Stored data entries

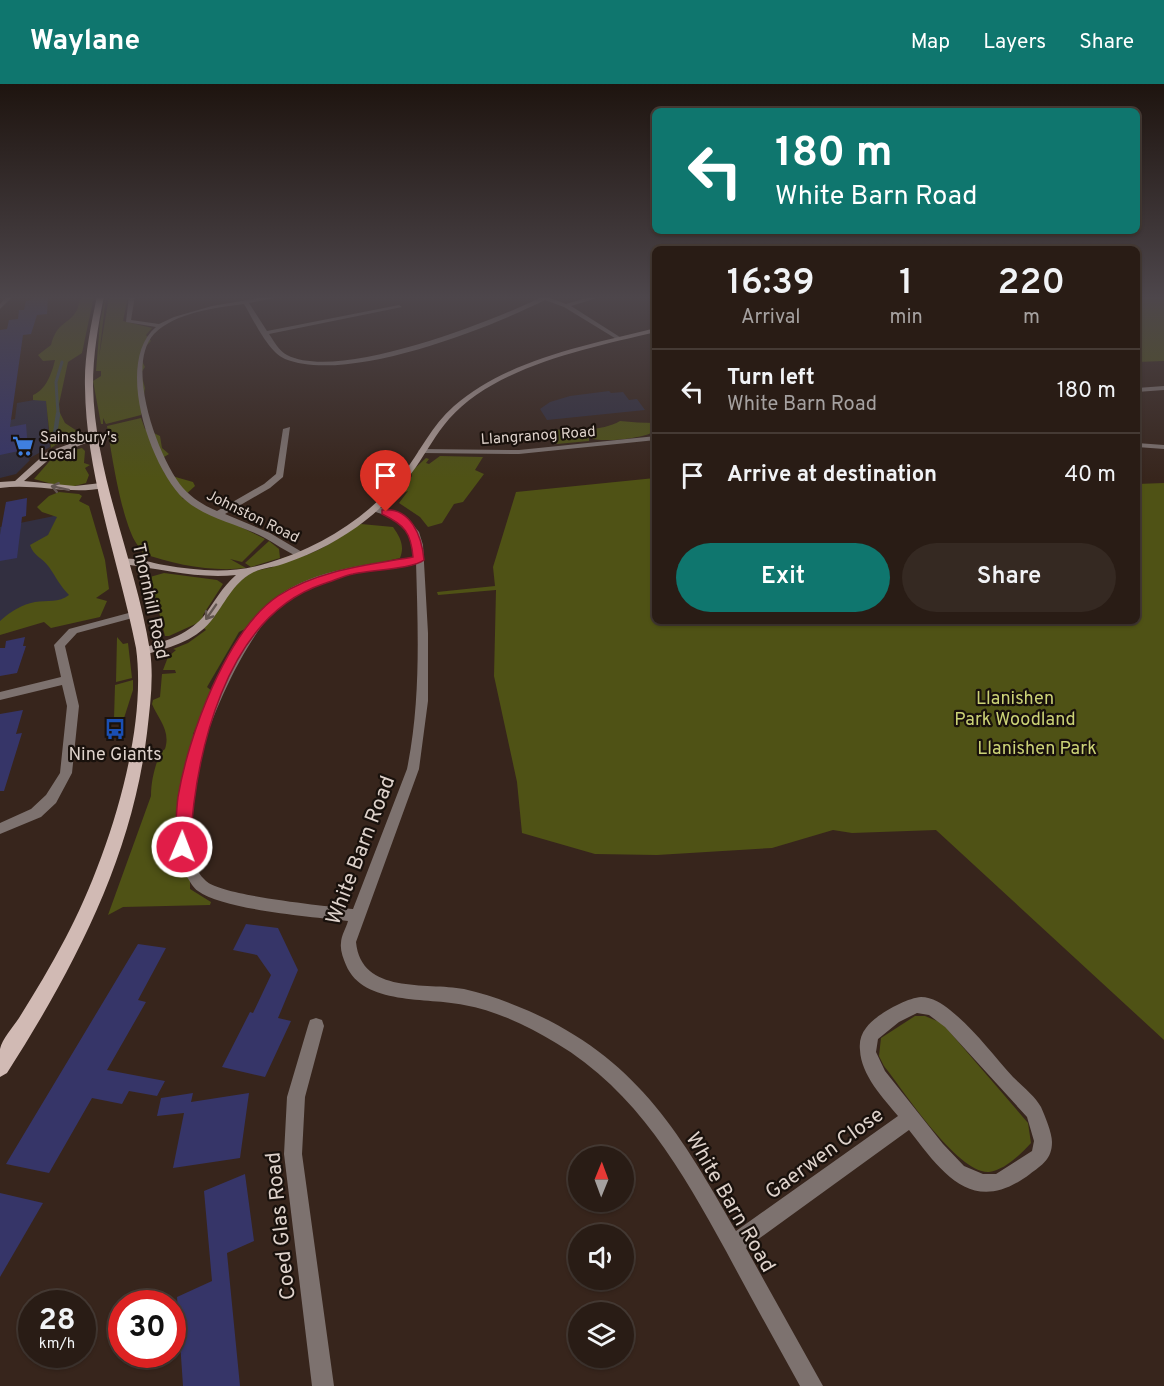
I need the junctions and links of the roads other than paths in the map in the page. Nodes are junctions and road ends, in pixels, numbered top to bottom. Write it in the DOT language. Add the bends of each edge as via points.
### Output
graph roads {
  1 [pos="90,357"];
  2 [pos="142,357"];
  3 [pos="289,357"];
  4 [pos="368,357"];
  5 [pos="561,357"];
  6 [pos="1164,388"];
  7 [pos="1140,390"];
  8 [pos="287,429"];
  9 [pos="652,438"];
  10 [pos="92,439"];
  11 [pos="1140,446"];
  12 [pos="1164,447"];
  13 [pos="422,451"];
  14 [pos="19,481"];
  15 [pos="0,484"];
  16 [pos="101,486"];
  17 [pos="376,509"];
  18 [pos="219,514"];
  19 [pos="299,554"];
  20 [pos="419,560"];
  21 [pos="123,561"];
  22 [pos="250,571"];
  23 [pos="136,614"];
  24 [pos="143,651"];
  25 [pos="66,680"];
  26 [pos="0,696"];
  27 [pos="0,829"];
  28 [pos="357,916"];
  29 [pos="316,1026"];
  30 [pos="0,1066"];
  31 [pos="911,1118"];
  32 [pos="733,1245"];
  33 [pos="323,1386"];
  34 [pos="812,1386"];
  1 -- 10 [label="main road, Thornhill Road"];
  2 -- 18 [label="street, Johnston Road" via="146,415 163,458 178,487 193,502"];
  3 -- 4 [label="street" via="318,363"];
  5 -- 13 [label="street" via="482,390 456,408"];
  6 -- 7 [label="street"];
  8 -- 18 [label="street" via="280,475"];
  9 -- 13 [label="street, Llangranog Road" via="509,452"];
  10 -- 14 [label="street" via="50,454"];
  10 -- 16 [label="main road, Thornhill Road"];
  11 -- 12 [label="street"];
  13 -- 17 [label="street"];
  14 -- 15 [label="street"];
  16 -- 14 [label="street, one-way" via="66,490"];
  16 -- 21 [label="main road, Thornhill Road"];
  17 -- 19 [label="street" via="333,538"];
  17 -- 20 [label="street, White Barn Road" via="407,523 416,538"];
  18 -- 19 [label="street, Johnston Road"];
  19 -- 22 [label="street"];
  20 -- 28 [label="street, White Barn Road" via="423,696 419,744"];
  20 -- 28 [label="street" via="366,568 319,581 287,596 261,616 213,698 186,796 182,823 184,864 200,885 228,896"];
  21 -- 22 [label="street" via="212,573"];
  21 -- 23 [label="main road, Thornhill Road"];
  22 -- 24 [label="street, one-way" via="232,582 208,618 193,632"];
  23 -- 24 [label="main road, Thornhill Road"];
  23 -- 25 [label="street" via="87,626 64,638 59,645"];
  24 -- 30 [label="main road, Thornhill Road" via="145,677 138,758 113,852 65,958"];
  25 -- 26 [label="street"];
  25 -- 27 [label="street" via="72,706 63,780 36,813"];
  28 -- 32 [label="street, White Barn Road" via="348,942 349,955 354,969 366,979 379,985 463,997 508,1010 554,1032 631,1089 655,1117"];
  29 -- 33 [label="street, Coed Glas Road" via="296,1097 292,1154"];
  31 -- 31 [label="street, Gaerwen Close" via="872,1065 869,1038 874,1029 911,1006 924,1005 951,1021 1034,1112 1043,1141 1040,1156 1009,1178 981,1183 952,1166"];
  31 -- 32 [label="street, Gaerwen Close"];
  32 -- 34 [label="street, White Barn Road"];
}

*Work item*.
Which lines of the data include the string "Close"? Find them and copy each one.

*Task answer*.
  31 -- 31 [label="street, Gaerwen Close" via="872,1065 869,1038 874,1029 911,1006 924,1005 951,1021 1034,1112 1043,1141 1040,1156 1009,1178 981,1183 952,1166"];
  31 -- 32 [label="street, Gaerwen Close"];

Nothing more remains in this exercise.